The architect’s rendering, shows how a neighborhood icon, the old Masonic Temple on Maclean Street, will become home to 10 apartments, including two affordable units.

Nearly three years ago, when a group of Princeton investors presented a plan for converting the old Masonic Temple building on Maclean Street into a multi-unit apartment building, concerns were raised at the Zoning Board about the effect the proposed residences would have on the density of the John-Witherspoon neighborhood of which it is a part.

The town planner, Lee Solow, commented at one of the Zoning Board hearings considering the proposal that the 10 units at the site would be the equivalent of 58 dwelling units per acre. Solow described the application as a “tough call” for the board. The increase in density, he was quoted as saying, “is a lot. It sounds like a lot.”

But, despite two opposing votes, by Steve Cohen and Harlan Tenenbaum, the project was approved. This fall the investors unveiled a rendering of how the completed building will look, and finalized plans for the 10-unit project, which will include two affordable units and is expected to be ready for occupancy in about a year.

The old Masonic Temple on Maclean Street

If a different approach had been followed at 30 Maclean Street, the building might have been torn down and replaced by two or three single family dwellings. The building was originally an Elks lodge, built there in 1924 to replace a previous structure that had burned down. The Masons purchased the building in the 1940s, called it Aaron Lodge No. 9, and owned it until the current partnership bought it in 2015. The residential conversion plan, according to a press statement, “will restore the exterior of the building in order to maintain and preserve its original character, while adding a new stair tower structure to one side. No change will be made to its height or scale, in keeping with the wishes of Princeton residents who largely prefer that the essential character of the neighborhood, recently designated a historic district, not be altered.” The sustainable design, by architect Joshua Zinder’s firm, JZA+D, calls for “energy-efficient mechanical systems and fixtures, in addition to bike parking, new trees and plantings, and an open patio area with seating.”

Zinder, one of the investors in the building along with real estate attorney Jared Witt and Trenton real estate developer Roland Pott, said “projects that celebrate historic structures and local architectural character while adapting underutilized buildings to new uses represent win-win scenarios for developers and residents. The Masonic Lodge at 30 Maclean Street is a beloved local icon. We take pride in giving it a second life.”

So how much density becomes too much? “A lot” is one way to look at 58 units per acre. Another way is to compare it to other areas. Some neighborhoods in Manhattan, for example, are zoned to allow up to 425 units per acre. The Esplanade housing development on the banks of the Charles River in Cambridge has a density of 146 units per acre.

Closer to home, as part of the affordable housing response in Princeton, a three-acre site on Franklin Avenue may be developed with 80 units (with more than half affordable), with a resulting density of just under 27 units per acre. On lower Alexander Street, a 19-acre tract south of Princeton train station is expected to be zoned for 300 units, or 16 units per acre. At the Princeton Shopping Center 150 units (including 30 affordable units) are planned. The density is listed at 5.4 units per acre on the 28-acre site, but you can be sure that the 150 units will be clustered in one small area and not spread out across the parking lots or central courtyard of the center.
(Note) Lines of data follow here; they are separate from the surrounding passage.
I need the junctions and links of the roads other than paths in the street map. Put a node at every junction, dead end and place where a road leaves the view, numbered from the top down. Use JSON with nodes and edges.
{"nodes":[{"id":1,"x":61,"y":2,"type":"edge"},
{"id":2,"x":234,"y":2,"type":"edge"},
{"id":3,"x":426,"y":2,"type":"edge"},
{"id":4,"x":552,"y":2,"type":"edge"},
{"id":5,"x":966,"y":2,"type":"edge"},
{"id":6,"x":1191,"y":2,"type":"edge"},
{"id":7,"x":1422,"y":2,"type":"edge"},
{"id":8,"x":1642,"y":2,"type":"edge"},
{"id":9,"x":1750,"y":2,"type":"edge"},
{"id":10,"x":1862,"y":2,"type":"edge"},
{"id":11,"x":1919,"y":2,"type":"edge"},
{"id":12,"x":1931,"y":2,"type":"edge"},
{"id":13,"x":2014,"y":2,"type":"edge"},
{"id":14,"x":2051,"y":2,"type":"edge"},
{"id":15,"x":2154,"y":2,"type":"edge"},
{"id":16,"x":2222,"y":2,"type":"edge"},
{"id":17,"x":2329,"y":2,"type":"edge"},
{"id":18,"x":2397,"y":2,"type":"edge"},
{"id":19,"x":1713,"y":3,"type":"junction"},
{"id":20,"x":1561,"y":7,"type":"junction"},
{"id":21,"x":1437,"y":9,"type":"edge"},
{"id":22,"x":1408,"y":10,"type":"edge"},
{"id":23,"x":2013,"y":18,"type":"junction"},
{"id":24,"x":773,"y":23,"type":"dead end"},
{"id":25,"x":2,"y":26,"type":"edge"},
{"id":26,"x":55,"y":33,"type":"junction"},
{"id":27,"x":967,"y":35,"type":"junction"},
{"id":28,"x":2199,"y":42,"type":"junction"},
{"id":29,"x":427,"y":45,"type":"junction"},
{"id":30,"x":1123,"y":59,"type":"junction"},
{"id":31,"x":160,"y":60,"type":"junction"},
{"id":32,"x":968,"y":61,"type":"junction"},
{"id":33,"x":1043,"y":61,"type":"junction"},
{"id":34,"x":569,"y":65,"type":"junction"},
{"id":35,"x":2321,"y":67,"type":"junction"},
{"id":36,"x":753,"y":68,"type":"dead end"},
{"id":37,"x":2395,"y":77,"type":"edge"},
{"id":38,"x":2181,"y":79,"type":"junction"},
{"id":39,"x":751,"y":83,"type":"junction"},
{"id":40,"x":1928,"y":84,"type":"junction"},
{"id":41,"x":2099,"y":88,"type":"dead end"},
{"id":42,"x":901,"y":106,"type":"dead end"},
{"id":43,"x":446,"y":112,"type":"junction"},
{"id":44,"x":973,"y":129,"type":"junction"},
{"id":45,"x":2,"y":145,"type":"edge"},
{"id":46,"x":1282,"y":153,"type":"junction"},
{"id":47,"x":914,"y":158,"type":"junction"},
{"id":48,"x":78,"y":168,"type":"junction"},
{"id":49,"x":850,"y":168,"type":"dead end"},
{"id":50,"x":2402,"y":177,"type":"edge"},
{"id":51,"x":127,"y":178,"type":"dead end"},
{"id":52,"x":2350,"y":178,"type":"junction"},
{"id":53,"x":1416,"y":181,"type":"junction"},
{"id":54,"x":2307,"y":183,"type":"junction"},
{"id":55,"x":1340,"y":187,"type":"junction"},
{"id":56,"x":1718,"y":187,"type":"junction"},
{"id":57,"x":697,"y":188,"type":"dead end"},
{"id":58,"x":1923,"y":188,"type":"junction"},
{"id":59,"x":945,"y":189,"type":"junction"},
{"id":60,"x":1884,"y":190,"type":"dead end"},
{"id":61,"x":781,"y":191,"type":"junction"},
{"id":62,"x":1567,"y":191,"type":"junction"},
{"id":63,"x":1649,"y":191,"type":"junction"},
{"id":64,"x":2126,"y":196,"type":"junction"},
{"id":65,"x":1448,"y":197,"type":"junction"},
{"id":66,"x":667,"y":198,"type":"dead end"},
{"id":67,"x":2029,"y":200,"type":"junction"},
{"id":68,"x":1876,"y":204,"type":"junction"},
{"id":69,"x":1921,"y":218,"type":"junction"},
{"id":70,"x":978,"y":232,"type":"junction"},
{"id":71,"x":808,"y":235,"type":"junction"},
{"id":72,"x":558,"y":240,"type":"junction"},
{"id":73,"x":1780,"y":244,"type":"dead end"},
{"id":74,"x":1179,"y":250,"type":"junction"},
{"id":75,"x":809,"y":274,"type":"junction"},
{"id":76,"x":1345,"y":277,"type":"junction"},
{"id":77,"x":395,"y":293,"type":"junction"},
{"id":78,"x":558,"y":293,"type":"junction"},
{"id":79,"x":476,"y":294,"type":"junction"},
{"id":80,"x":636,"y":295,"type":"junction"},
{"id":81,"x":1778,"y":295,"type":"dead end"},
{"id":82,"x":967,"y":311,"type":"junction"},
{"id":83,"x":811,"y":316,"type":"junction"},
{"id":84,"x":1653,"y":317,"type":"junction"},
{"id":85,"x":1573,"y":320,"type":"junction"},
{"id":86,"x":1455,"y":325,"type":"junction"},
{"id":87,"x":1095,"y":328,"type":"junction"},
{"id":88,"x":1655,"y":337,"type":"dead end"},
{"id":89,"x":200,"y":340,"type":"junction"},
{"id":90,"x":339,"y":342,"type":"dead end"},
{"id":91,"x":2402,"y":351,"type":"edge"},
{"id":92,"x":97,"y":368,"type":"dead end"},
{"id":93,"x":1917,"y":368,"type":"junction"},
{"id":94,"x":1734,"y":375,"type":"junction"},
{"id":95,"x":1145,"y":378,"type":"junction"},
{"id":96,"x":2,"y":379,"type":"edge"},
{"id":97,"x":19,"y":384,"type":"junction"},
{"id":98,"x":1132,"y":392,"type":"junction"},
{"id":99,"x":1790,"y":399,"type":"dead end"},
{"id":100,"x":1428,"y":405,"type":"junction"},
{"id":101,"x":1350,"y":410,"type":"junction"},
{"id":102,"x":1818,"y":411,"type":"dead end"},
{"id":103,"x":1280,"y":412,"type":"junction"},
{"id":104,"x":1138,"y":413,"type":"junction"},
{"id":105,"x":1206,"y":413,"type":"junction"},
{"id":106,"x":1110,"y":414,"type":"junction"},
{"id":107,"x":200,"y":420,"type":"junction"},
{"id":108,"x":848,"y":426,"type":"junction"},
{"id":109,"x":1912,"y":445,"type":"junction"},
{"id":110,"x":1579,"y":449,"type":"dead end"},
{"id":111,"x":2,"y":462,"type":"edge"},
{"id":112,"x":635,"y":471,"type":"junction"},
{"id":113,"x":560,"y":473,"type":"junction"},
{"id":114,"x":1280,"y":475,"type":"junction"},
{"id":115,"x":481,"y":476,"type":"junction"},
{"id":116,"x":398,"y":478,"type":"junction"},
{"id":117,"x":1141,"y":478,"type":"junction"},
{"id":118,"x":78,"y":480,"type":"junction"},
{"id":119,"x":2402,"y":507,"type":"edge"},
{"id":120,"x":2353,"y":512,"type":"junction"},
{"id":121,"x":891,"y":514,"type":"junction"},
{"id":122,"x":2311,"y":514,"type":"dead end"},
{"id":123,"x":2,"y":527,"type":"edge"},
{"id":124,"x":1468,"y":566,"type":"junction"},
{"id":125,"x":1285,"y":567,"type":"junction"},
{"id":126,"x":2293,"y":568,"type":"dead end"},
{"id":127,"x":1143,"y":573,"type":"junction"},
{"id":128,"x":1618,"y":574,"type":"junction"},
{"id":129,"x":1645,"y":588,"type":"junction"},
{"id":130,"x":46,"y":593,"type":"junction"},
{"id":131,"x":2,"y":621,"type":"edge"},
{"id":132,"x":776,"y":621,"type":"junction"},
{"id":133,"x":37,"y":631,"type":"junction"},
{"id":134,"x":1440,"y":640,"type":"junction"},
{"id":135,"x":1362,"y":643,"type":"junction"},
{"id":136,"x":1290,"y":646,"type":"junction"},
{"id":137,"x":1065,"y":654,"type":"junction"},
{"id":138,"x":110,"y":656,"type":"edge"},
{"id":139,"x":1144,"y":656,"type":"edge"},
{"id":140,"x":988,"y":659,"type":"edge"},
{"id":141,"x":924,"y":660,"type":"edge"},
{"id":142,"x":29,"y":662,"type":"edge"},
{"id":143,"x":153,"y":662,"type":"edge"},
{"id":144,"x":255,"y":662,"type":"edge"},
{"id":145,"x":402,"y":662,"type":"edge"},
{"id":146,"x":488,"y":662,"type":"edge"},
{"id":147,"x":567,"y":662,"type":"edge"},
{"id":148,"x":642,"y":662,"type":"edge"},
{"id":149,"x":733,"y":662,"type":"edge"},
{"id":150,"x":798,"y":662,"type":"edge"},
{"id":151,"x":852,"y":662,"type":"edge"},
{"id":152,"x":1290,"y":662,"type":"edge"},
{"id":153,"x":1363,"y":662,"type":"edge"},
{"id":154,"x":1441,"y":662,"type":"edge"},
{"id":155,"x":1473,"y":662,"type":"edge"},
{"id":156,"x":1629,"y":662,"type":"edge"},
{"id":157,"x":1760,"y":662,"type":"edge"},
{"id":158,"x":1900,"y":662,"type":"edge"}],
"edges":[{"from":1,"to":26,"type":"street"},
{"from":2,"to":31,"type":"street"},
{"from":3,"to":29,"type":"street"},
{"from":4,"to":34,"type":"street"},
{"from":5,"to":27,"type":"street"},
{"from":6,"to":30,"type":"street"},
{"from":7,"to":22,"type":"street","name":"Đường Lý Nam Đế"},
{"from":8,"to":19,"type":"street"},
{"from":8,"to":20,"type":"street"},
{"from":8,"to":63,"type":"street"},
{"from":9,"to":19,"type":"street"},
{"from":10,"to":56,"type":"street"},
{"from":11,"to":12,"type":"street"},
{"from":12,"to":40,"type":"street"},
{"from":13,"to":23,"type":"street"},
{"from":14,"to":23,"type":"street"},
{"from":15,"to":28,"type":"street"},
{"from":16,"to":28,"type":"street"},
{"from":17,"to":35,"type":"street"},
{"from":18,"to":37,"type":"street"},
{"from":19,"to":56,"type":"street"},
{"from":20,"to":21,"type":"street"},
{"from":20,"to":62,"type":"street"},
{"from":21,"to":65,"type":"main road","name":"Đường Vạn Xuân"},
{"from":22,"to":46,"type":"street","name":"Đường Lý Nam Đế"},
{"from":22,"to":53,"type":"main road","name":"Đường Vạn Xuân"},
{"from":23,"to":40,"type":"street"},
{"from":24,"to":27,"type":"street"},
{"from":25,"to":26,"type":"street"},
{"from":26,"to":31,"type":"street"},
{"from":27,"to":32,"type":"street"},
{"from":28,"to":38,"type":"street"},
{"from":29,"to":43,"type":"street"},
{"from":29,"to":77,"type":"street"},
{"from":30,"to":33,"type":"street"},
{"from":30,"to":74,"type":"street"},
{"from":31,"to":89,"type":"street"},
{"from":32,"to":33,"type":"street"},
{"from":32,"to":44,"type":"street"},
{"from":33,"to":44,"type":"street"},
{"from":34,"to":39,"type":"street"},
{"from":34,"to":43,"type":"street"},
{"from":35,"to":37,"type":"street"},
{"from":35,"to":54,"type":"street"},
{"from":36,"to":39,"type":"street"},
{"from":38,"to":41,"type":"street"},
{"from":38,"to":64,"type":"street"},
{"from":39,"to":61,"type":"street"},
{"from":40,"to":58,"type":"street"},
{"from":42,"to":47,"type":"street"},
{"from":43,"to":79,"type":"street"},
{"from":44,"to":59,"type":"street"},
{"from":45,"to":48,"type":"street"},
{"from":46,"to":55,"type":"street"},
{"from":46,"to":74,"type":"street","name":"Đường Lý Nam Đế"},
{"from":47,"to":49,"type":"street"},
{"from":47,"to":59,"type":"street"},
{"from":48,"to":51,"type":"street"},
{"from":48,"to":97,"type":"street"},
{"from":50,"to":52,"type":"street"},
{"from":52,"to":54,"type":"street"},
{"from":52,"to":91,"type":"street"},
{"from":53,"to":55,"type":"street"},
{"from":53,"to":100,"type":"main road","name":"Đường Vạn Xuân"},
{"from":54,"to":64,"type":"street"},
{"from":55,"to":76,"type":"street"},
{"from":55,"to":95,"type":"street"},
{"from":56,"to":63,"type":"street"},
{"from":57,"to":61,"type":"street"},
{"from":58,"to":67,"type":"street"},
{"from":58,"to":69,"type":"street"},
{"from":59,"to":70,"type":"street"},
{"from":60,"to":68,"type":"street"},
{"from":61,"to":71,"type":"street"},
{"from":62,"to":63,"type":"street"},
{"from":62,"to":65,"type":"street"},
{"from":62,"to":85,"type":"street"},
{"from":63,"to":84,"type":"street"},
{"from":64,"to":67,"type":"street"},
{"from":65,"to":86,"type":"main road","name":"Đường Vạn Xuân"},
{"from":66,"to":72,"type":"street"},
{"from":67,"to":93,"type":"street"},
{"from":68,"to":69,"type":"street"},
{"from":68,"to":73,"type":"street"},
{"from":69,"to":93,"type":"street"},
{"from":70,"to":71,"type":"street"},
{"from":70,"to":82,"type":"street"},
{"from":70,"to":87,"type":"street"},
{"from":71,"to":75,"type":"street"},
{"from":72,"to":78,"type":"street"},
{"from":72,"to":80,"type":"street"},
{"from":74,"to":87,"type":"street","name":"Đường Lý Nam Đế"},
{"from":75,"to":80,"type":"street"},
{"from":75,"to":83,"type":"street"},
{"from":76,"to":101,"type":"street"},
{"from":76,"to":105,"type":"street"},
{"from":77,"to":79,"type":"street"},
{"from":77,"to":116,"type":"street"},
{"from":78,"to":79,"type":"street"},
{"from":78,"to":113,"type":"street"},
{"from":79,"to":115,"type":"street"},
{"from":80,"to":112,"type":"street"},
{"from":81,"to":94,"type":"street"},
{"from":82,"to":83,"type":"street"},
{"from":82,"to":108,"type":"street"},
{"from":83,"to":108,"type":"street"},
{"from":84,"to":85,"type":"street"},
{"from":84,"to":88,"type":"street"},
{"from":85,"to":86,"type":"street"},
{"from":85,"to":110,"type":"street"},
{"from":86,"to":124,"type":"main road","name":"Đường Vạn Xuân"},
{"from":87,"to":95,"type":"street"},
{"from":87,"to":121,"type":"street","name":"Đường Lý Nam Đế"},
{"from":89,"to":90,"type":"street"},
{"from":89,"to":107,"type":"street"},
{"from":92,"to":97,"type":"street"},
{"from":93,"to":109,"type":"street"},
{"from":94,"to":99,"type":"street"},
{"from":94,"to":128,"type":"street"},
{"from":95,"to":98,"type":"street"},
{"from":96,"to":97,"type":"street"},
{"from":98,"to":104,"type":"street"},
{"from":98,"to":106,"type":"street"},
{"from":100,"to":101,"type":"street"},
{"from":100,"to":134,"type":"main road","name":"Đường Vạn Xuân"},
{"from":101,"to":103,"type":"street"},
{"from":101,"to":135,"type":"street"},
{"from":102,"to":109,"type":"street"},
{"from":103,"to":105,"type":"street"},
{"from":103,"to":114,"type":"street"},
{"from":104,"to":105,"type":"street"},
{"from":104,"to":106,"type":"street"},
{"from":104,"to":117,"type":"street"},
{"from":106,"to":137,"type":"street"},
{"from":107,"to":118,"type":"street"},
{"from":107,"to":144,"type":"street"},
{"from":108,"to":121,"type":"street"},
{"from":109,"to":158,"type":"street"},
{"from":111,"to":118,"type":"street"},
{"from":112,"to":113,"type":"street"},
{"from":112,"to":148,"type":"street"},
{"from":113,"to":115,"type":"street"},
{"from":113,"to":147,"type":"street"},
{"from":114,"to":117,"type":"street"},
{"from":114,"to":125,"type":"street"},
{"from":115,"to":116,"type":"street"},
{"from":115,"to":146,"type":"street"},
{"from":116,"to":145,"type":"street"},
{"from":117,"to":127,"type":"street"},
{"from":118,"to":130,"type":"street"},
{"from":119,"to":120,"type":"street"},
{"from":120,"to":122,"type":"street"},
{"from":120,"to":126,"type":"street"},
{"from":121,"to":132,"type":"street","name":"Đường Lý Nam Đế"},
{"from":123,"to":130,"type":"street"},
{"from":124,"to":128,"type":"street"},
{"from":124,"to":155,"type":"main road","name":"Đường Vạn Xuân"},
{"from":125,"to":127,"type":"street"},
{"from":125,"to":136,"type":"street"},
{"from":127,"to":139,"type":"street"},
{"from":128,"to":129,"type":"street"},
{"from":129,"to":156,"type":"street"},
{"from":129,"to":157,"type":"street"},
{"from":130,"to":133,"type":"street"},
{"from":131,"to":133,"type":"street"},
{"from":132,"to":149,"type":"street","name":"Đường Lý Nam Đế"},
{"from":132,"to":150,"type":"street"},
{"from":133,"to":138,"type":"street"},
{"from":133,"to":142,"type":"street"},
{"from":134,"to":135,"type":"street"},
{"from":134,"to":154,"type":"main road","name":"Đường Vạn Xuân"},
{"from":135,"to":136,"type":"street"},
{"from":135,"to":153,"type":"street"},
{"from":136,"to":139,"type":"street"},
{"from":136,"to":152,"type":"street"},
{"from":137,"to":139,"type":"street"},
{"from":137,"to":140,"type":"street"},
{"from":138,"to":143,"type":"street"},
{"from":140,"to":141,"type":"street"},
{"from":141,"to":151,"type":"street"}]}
As the Cambridge, Massachusetts-based Lincoln Institute of Land Policy states in a web-based toolkit devoted to visualizing density: “If there’s one thing Americans hate more than sprawl, it’s density. This is evident in the public planning process as regulations are written and projects are reviewed. Across the country, efforts to increase density have met with stiff resistance. One reason people reject density is that they don’t know much about it — what it looks like, how to build it, or whether it’s something they can call home.”

In the case of the adaptive reuse of the Masonic Temple, the question of what it would look like has already been answered: It will pretty much look like the building that has been on the site for nearly a century.

Along with density, the zoning hearing for the Maclean Street building considered parking issues. The zoning ordinance requires 1.5 parking spaces per unit, or 15 for the entire project. The project was approved with 11 spaces, including a handicapped space. As Zinder said at the time of the application, “We are hoping that not all residents will have cars.”

At a neighborhood meeting about the project, held prior to the zoning review, one neighbor who had moved to Prince­ton from New York speculated that there would be people happy to rent so close to the center of town, where a car would not be needed. The success of the Masonic Lodge residences may be more ammunition for those who favor a new zoning code not predicated on parking.

ML7 Construction & Design of Princeton will serve as general contractor. A firm associated with Jared Witt, J3 Management of Kingston, will be rental manager. Berkshire Bank is providing the financing.